Earlier this month, it was announced that the archive of the late Poet Laureate Ted Hughes had been acquired by the British Library.
Full of poignant insights into his thought processes and his emotions about his second wife, Sylvia Plath, it is a treasure trove for scholars and those even vaguely interested in writing.
And just a few days ago, the Nobel Laureate, Doris Lessing, made a gift of some 100 letters to the University of East Anglia.
One of them revealed why she turned down the offer to be made a Dame, because of Britain's "non-existent Empire".
Today it has been announced that Alan Bennett is presenting his papers as a gift to the Bodleian Library at the University of Oxford.
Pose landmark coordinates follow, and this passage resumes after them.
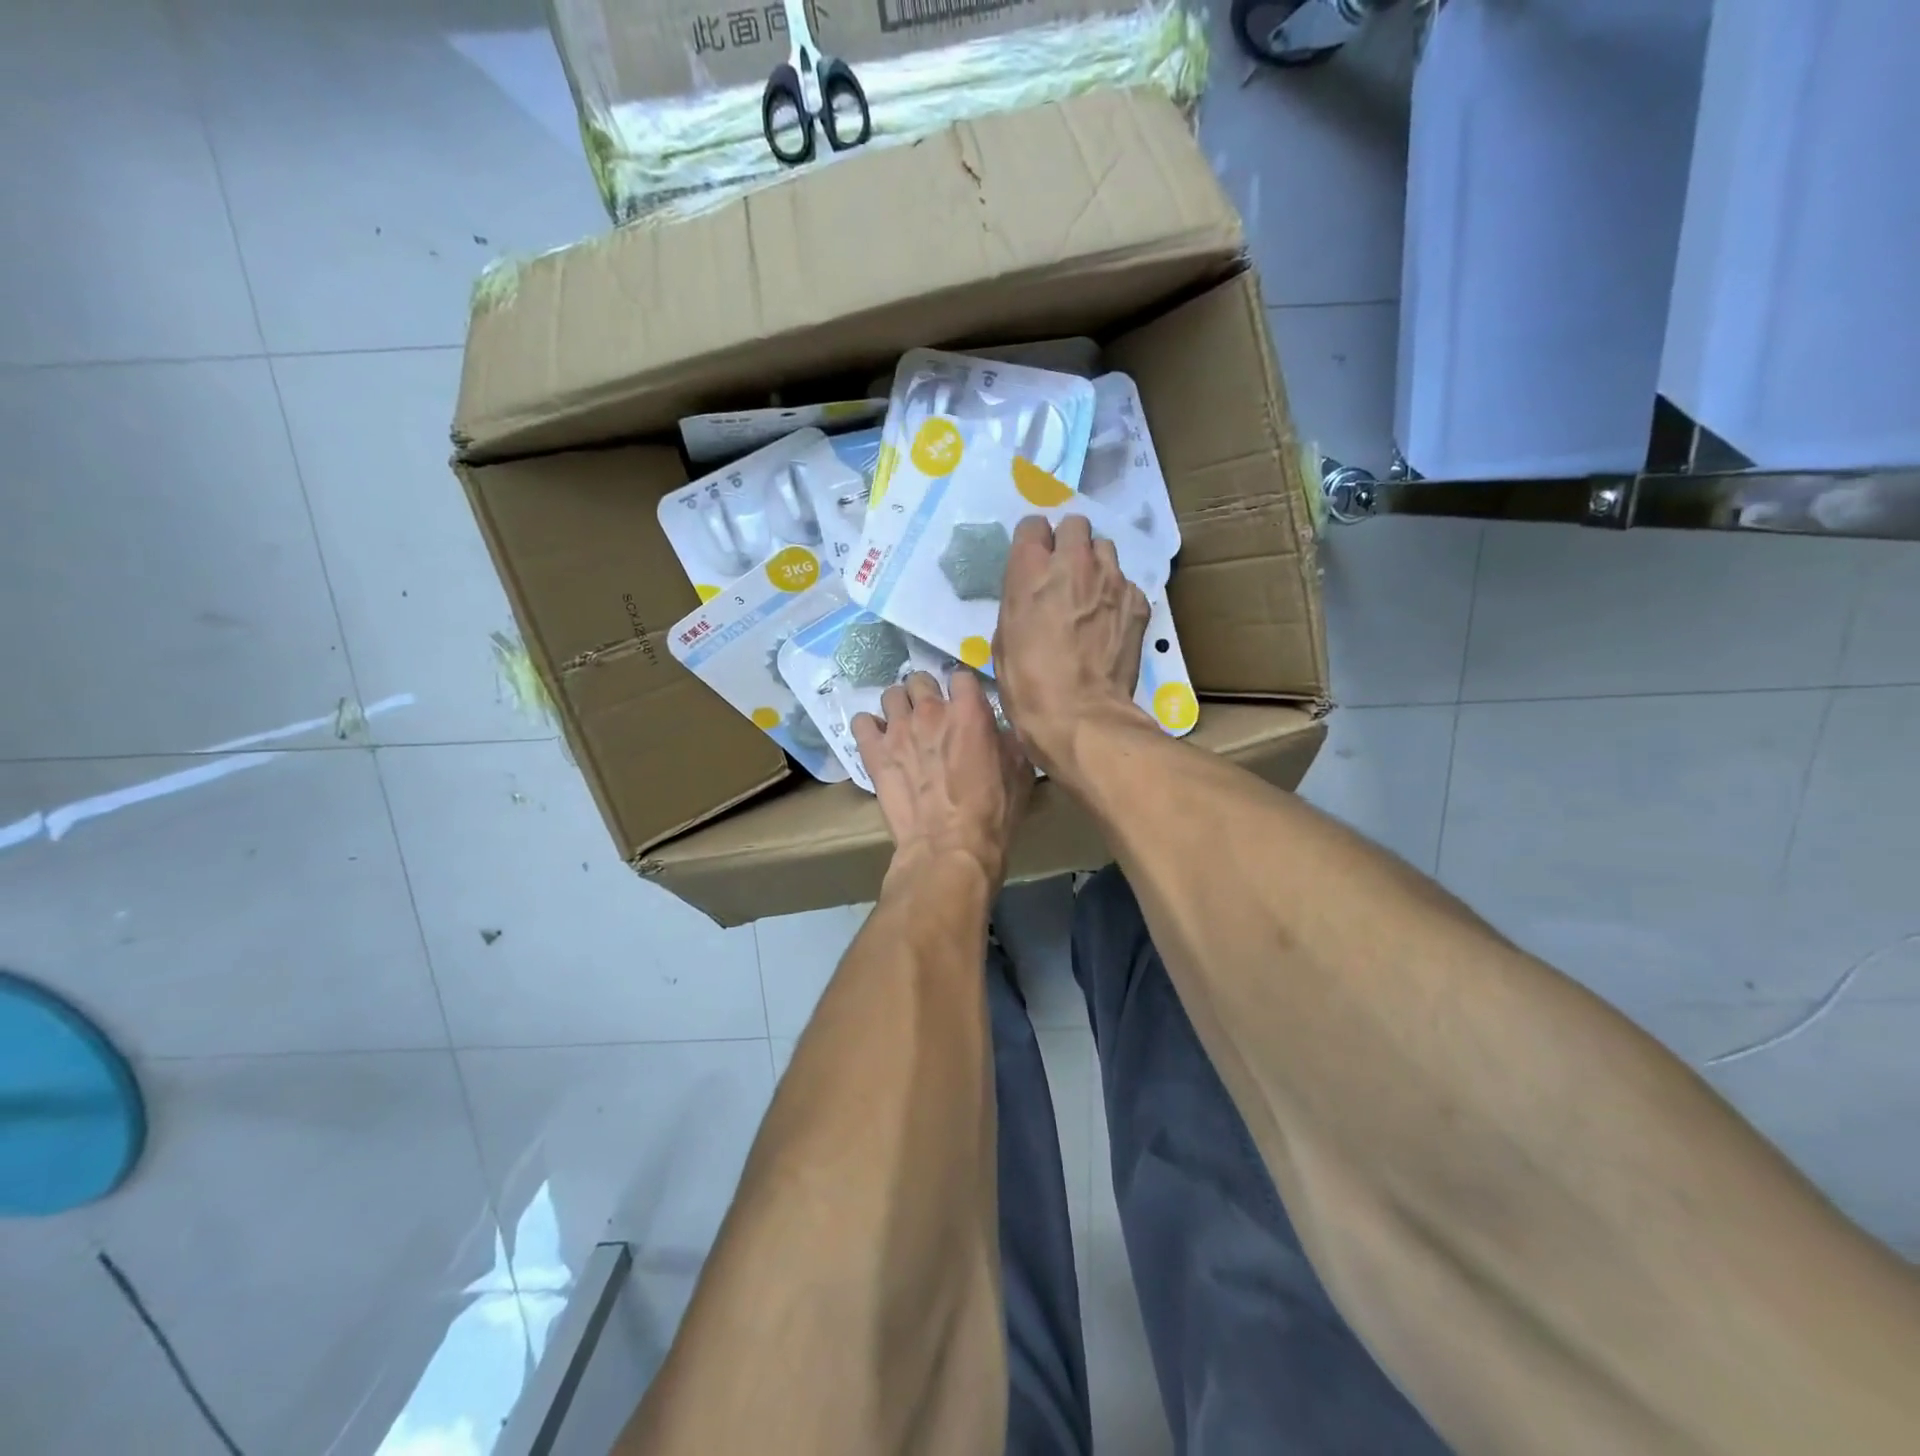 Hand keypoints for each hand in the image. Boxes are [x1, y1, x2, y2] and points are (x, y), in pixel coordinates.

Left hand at [852, 670, 1031, 884]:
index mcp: (969, 711)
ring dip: (899, 707)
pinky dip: (869, 728)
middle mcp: (931, 710)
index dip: (963, 690)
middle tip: (933, 717)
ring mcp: (898, 729)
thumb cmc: (992, 813)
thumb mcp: (1020, 772)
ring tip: (904, 727)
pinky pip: (861, 722)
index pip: (961, 675)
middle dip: (927, 694)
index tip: (966, 705)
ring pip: (891, 695)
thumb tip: (998, 730)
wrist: (949, 848)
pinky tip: (878, 741)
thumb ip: (1007, 739)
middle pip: (921, 679)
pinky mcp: (873, 752)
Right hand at [993, 514, 1151, 775]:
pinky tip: (1109, 621)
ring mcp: (1111, 580)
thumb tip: (1031, 597)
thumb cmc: (1027, 684)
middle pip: (1075, 525)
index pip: (1033, 525)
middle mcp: (1073, 563)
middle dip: (1069, 543)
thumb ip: (1019, 602)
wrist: (1080, 715)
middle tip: (1064, 572)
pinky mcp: (1137, 602)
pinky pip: (1126, 584)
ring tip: (1090, 593)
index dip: (1033, 542)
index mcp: (1030, 570)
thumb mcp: (1004, 639)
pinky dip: (1117, 595)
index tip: (1034, 559)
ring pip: (1105, 549)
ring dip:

Bennett doesn't have a computer, and re-writes quite a lot; much of the archive is handwritten, which according to him "seems to delight the archivists, but it's always dismayed me and there's so much I'm quite glad to see the back of it".
And characteristically, he is treating the gift as an obligation repaid.
He says: "I say with some pride that I had a state education: school, university.
"None of it cost me or my parents a penny. It's a situation which young people in education today can only dream of and this is wrong".
Now, these three writers are unique and their work is of enormous interest.
But the rest of us - well, we're not blessed with major or even minor literary genius, but I'll bet there is a treasure trove of letters out there. Jottings, attempts at literature, and so on.